Johns Hopkins Center for a Livable Future to Assess Recommendations of Pew Commission on Industrial Farm Animal Production Five Years Later
Source Newsroom: Johns Hopkins Bloomberg School of Public Health
Newswise — Dr. Robert S. Lawrence, Director of the Johns Hopkins Center for a Livable Future (CLF), has announced the Center is conducting an assessment and analysis of the continued relevancy of the original Pew Commission on Industrial Farm Animal Production (PCIFAP) recommendations to address the public health, environment, animal welfare and rural community problems caused by industrial food animal production. The Commission’s report, Putting Meat on the Table: Industrial Farm Animal Production in America, was released five years ago this week. The results of CLF’s analysis will be released this summer.
“Serving as the Principal Investigator for the Pew Charitable Trusts grant funding the Commission was one of the high points in my time as CLF director,” said Dr. Lawrence. “The talented and diverse group of Commissioners conducted the most thorough investigation of the problems associated with and caused by industrial food animal production ever carried out. Their recommendations remain valid and the urgency to implement them fully grows each day.”
The Pew Commission on Industrial Farm Animal Production was a two-year study funded by The Pew Charitable Trusts through a grant to the Johns Hopkins Bloomberg School of Public Health. Its charge was to review the dominant industrial farm animal production system and to develop consensus recommendations to solve the problems they found.
“If the last five years has shown us anything, it is that the public is more engaged than ever in the food system,” said Robert Martin, former Executive Director of PCIFAP and currently a senior policy advisor at CLF. “Consumers want to know, and have the right to know, how and where their food is produced and what, if any, risks are associated with that process.”
In 2008, Commissioners determined that the negative effects of the industrial food animal production system were too great and the scientific evidence was too strong to ignore. They called for significant changes to be implemented in four specific areas: public health, environment, animal welfare and economics of rural communities. The Commission’s key recommendations were:
• Ban the non-therapeutic use of antimicrobials in food animal production to reduce the risk of antimicrobial resistance to medically important antibiotics and other antimicrobials.
• Define non-therapeutic use of antimicrobials as any use in food animals in the absence of microbial disease or documented microbial disease exposure.
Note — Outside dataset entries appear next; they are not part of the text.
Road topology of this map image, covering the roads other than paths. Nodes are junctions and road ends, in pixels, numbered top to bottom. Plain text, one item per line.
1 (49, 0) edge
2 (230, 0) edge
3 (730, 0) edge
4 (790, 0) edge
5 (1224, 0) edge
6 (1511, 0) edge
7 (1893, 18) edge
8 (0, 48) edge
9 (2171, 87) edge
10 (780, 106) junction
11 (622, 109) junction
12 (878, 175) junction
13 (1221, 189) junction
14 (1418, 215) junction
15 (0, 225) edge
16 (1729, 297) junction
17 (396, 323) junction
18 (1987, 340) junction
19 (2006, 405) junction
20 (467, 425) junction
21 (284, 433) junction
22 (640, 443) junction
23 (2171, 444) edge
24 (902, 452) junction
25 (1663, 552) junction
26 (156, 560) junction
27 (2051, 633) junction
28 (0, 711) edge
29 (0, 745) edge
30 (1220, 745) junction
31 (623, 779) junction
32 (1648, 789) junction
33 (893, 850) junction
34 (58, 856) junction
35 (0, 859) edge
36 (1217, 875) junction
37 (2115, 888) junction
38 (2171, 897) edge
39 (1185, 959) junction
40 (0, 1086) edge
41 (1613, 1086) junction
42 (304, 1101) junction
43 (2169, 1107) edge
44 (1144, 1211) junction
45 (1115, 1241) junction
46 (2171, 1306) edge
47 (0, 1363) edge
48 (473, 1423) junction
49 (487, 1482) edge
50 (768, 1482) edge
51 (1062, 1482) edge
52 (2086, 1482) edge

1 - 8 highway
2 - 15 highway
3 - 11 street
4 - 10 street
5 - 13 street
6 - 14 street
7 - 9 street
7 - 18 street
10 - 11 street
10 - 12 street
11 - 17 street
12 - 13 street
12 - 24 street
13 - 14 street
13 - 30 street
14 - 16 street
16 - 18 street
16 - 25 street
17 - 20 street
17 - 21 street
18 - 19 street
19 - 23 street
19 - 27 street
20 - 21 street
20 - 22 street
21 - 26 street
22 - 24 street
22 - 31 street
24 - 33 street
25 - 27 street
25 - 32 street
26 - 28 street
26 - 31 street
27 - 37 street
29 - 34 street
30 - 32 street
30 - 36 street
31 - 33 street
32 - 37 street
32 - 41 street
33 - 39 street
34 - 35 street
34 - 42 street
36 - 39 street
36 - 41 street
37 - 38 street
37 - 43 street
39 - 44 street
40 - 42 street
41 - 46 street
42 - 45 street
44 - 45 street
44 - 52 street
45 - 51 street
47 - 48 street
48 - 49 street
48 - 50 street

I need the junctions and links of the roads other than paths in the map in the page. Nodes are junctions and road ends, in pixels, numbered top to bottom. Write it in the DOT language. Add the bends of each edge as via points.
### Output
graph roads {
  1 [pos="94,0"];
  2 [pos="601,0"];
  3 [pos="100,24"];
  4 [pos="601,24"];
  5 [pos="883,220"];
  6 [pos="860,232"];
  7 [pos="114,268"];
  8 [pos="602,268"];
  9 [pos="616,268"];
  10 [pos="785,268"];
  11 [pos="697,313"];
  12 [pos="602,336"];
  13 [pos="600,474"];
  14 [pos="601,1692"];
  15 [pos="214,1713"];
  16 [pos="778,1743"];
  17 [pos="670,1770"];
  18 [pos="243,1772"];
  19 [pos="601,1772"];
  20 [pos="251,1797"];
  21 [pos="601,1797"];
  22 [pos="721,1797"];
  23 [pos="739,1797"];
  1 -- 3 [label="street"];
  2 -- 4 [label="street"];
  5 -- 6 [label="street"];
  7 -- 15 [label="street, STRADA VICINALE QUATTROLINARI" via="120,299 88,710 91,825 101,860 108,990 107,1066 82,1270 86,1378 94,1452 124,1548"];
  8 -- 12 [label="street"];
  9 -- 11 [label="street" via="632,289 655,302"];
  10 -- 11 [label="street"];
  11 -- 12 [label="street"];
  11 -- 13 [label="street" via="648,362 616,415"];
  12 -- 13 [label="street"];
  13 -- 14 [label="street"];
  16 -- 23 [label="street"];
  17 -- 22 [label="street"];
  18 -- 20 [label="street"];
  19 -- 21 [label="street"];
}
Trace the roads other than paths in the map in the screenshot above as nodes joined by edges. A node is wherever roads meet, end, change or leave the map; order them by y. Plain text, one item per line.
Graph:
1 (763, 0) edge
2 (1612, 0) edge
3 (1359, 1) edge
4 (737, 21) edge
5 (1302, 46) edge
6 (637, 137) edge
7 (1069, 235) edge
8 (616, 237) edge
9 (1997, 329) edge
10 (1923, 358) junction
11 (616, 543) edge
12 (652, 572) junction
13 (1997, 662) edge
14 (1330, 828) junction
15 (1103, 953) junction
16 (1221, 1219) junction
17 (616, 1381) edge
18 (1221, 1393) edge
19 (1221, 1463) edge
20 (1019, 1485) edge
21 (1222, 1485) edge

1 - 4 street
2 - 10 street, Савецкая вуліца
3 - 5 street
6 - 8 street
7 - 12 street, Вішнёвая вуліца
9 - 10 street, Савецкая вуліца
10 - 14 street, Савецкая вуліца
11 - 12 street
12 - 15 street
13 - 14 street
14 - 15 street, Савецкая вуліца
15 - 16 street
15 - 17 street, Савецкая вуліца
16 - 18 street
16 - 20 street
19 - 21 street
• Treat industrial farm animal production (IFAP) as an industrial operation and implement a new system to deal with farm waste, especially liquid waste systems, to replace the inflexible and broken system that exists today and to require permitting of more operations.
• Phase out the most intensive and inhumane production practices within a decade to reduce the risk of IFAP to public health and improve animal wellbeing (i.e., gestation crates, restrictive veal crates, and battery cages).
• Aggressively enforce the existing anti-trust laws applicable to food animal production and where, needed, pass additional laws to provide a level playing field for producers.
• Increase funding for, expand and reform, animal agriculture research.
The PCIFAP consisted of 14 Commissioners from diverse fields, including public policy, veterinary medicine, public health, agriculture, animal welfare, the food industry and rural society. The Commission assessed the current state of industrial animal agriculture based on site visits to production facilities across the country; consultation with industry stakeholders, public health, medical and agriculture experts; public meetings; peer-reviewed technical reports; staff research; and Commissioners’ own expertise.
Members of the Commission were: former Kansas Governor and Archivist of the United States John W. Carlin, chair; Dr. Michael Blackwell, former dean of the college of veterinary medicine, University of Tennessee/Knoxville, vice chair; Brother David Andrews, former director of National Catholic Rural Life; Fedele Bauccio, President and CEO of Bon Appetit Management Company; former Kansas Congressman and United States Department of Agriculture Secretary Dan Glickman; Dr. Alan M. Goldberg, Professor, Johns Hopkins Bloomberg School of Public Health; Dr. John Hatch, Kenan Professor Emeritus, University of North Carolina at Chapel Hill School of Public Health; Dan Jackson, cattle rancher; Dr. Frederick Kirschenmann, Distinguished Fellow, Leopold Center for Sustainable Agriculture at Iowa State University and President of Stone Barns, New York; Dr. James Merchant, former Dean, University of Iowa College of Public Health; Dr. Marion Nestle, Paulette Goddard Professor, Department of Nutrition, Food Studies, and Public Health, New York University; Bill Niman, cattle rancher and founder of Niman Ranch, Inc.; Dr. Bernard Rollin, Distinguished Professor of Philosophy, Colorado State University; and Dr. Mary Wilson, Associate Professor Harvard School of Public Health, Associate Clinical Professor of Medicine, Harvard Medical School.
The Johns Hopkins Center for a Livable Future promotes research and develops and communicates information about the interrelationships among diet, food production, environment and human health. The Center also promotes policies that protect human health, the global environment and the ability to sustain life for future generations.